6,000 comments in opposition to the project were submitted to the Army Corps.
The plan to deepen the shipping channels, which had been in the works for decades, would have allowed large tankers to travel to and from refineries fully loaded. Currently they must operate at less than full capacity.
According to Baykeeper, which announced the cancellation, “Deeper dredging could have contaminated the tap water flowing into hundreds of thousands of Bay-Delta homes and the irrigation water reaching the region’s crops with high levels of salt and possible pollutants — threatening both public health and agricultural productivity, as well as increasing the risk of disastrous oil spills.” It would also have increased greenhouse gas emissions and the toxic burden on the Bay Area’s refinery corridor.
The project would also have been a gift of tax dollars — a nearly $15 million annual subsidy—at a time when we desperately need to stop burning fossil fuels.
The Sunflower Alliance, Stand.earth, Baykeeper, the Protect the Bay Coalition, Bay Area signatories on the Indigenous Women of the Americas Defending Mother Earth Treaty, Idle No More SF Bay, 1000 Grandmothers, and other community and environmental organizations mounted a forceful campaign against the project when the Army Corps of Engineers started moving more actively toward implementing the plan.

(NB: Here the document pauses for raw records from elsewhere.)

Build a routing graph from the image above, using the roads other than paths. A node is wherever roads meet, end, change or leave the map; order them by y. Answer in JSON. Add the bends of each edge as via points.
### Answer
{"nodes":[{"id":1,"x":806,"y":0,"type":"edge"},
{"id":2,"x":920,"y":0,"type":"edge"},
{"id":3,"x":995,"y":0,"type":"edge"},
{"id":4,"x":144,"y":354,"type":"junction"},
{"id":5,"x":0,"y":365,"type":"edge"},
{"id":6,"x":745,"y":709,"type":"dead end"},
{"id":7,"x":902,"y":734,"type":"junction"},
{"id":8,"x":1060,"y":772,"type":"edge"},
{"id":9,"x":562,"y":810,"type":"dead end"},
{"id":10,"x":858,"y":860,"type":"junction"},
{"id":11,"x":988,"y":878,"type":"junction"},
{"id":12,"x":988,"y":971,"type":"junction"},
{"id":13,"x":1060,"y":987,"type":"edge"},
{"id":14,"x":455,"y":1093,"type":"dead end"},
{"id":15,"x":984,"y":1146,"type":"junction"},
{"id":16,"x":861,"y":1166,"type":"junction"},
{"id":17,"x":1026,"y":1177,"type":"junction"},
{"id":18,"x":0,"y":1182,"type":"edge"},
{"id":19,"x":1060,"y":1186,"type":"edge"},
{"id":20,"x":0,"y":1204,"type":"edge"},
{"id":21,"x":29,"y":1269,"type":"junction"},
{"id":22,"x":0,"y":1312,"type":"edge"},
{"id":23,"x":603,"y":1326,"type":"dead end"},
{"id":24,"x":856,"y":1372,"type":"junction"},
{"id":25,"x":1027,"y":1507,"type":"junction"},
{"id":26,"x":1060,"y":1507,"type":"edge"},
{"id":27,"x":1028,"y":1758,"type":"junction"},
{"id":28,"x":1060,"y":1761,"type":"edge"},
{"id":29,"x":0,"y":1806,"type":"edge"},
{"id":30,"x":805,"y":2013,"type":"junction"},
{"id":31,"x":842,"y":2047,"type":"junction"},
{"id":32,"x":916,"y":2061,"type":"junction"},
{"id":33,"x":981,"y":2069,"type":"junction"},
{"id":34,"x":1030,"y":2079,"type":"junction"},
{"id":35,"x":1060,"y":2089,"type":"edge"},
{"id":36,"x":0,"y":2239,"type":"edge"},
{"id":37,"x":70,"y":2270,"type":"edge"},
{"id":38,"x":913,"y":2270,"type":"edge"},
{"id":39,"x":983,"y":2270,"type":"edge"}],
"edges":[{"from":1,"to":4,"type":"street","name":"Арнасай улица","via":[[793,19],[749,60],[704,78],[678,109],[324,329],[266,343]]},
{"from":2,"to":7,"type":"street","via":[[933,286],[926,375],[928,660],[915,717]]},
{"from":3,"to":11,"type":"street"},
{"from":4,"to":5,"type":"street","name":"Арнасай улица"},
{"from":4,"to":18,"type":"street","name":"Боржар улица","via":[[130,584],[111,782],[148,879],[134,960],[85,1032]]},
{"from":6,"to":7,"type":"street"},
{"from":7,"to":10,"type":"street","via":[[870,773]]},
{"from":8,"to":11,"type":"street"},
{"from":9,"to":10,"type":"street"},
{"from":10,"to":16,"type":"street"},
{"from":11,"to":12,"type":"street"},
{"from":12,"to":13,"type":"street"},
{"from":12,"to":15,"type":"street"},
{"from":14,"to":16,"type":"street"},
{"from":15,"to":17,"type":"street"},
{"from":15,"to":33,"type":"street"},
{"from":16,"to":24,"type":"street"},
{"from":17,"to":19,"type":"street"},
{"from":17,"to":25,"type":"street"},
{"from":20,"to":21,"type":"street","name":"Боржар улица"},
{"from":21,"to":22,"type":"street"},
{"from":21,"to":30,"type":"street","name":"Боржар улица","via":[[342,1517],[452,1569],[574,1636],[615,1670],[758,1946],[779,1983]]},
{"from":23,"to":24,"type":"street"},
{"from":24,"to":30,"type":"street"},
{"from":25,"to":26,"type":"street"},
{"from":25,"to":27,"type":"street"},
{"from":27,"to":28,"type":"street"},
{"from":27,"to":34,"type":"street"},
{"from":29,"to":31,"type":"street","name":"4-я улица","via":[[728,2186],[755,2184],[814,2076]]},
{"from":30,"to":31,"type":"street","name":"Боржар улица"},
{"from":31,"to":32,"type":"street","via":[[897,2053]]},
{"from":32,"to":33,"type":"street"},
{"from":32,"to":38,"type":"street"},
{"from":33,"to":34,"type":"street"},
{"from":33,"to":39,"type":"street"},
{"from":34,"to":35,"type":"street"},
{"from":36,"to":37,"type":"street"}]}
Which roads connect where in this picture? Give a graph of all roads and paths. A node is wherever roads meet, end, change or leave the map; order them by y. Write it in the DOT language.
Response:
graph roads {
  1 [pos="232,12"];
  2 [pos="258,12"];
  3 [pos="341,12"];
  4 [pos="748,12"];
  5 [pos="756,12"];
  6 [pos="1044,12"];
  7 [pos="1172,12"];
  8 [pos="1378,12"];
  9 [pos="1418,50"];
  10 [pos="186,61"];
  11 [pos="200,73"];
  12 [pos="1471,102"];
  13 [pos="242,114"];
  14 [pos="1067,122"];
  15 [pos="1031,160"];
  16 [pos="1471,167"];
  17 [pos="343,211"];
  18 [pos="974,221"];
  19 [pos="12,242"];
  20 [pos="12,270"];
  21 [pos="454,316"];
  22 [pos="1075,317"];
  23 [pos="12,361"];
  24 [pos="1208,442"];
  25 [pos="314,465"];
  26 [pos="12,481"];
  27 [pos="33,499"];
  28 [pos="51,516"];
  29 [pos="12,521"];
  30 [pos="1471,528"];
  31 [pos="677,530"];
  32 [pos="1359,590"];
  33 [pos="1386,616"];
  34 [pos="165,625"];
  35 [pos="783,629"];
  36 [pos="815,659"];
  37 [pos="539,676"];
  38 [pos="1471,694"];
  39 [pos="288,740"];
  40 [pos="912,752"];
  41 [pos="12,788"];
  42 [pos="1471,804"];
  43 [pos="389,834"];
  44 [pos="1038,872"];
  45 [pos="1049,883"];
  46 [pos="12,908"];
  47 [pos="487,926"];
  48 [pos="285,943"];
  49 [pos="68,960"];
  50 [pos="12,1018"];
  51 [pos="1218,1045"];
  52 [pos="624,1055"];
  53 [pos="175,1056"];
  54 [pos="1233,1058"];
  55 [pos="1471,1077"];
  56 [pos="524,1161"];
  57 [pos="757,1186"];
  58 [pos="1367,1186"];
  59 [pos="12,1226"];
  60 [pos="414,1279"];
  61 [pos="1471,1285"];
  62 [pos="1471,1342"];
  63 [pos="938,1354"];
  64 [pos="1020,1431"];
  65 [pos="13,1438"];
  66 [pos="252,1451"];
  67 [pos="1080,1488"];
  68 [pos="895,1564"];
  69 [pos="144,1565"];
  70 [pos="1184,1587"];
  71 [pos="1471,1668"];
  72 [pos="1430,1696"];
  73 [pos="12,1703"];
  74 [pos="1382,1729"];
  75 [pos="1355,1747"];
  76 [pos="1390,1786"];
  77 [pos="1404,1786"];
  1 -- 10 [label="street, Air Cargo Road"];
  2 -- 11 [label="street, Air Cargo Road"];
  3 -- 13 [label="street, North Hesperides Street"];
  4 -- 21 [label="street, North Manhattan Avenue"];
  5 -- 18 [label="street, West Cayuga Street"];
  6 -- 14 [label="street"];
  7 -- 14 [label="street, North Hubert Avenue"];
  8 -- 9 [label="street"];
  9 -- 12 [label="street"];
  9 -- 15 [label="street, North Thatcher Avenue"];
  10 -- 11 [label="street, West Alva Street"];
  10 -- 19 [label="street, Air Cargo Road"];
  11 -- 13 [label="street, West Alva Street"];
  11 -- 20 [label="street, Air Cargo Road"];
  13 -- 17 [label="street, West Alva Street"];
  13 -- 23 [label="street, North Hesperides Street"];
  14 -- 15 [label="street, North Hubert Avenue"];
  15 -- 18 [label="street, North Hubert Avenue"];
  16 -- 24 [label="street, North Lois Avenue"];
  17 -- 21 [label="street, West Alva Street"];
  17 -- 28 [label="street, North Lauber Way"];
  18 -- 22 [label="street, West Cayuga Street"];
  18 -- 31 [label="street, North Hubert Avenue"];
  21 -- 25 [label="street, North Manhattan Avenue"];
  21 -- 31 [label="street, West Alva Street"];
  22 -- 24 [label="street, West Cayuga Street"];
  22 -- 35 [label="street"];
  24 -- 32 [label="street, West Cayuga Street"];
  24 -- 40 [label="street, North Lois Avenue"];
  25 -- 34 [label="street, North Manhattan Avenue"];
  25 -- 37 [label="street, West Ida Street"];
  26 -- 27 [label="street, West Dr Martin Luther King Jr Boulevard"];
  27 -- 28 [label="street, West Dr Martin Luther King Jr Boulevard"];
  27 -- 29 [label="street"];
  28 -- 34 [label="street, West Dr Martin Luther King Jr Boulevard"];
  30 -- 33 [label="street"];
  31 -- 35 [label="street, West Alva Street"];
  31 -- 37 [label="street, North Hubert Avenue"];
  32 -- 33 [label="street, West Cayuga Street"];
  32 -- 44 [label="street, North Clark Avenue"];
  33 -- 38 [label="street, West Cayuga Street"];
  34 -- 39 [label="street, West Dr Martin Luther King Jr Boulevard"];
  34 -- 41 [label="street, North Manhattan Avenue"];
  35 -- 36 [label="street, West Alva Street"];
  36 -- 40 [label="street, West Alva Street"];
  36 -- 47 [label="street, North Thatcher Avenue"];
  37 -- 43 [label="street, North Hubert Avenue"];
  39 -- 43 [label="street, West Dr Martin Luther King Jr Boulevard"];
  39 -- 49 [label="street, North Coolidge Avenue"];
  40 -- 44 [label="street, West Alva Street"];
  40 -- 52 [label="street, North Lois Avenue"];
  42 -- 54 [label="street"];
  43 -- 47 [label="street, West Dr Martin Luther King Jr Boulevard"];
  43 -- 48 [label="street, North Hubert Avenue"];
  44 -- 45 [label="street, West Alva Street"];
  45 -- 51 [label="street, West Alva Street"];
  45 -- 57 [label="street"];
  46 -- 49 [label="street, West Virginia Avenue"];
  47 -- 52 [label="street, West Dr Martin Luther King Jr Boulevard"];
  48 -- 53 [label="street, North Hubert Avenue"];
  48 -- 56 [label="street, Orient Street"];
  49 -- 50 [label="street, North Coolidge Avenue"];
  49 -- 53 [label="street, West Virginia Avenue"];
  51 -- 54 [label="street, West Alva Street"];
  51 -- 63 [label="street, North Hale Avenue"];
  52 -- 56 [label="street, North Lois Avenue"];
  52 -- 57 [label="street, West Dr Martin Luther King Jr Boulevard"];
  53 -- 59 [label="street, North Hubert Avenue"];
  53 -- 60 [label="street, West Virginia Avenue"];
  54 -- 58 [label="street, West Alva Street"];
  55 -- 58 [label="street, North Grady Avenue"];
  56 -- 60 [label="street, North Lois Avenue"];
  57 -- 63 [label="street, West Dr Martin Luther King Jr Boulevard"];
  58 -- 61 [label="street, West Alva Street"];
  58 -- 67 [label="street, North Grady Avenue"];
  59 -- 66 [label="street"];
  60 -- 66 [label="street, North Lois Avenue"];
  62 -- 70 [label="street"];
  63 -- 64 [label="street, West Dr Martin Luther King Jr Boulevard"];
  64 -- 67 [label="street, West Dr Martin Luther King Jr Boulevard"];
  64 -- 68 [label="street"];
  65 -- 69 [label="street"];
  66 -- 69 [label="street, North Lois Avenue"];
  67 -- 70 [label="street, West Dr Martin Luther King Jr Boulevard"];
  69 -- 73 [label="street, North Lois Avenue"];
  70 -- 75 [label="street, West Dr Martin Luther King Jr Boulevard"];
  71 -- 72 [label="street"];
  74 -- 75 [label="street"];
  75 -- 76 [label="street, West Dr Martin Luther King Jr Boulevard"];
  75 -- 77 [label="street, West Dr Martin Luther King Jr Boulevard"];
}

The official Army Corps of Engineers announcement, dated November 30, said the ACE dropped the project because no local partners would help pay for it:
“The Port of Stockton had been serving as the non-federal partner for the GRR/EIS; however on May 7, 2020, the Port Indicated that they would be unable to act as the cost-sharing sponsor for project design and implementation owing to the lack of nexus between Port facilities and the area of proposed channel improvements. Contra Costa County also informed USACE that they were unable to act as a cost-sharing sponsor for project design and implementation.”
The original plan was to dredge deeper channels all the way to Stockton, but the most recent version proposed dredging only to Martinez. That would have benefited all the oil refineries, but stopped short of the area where the dredging would have done the most dramatic environmental damage. Critics suspected that the Army Corps proposed the shorter route to make it easier for the project to win approval.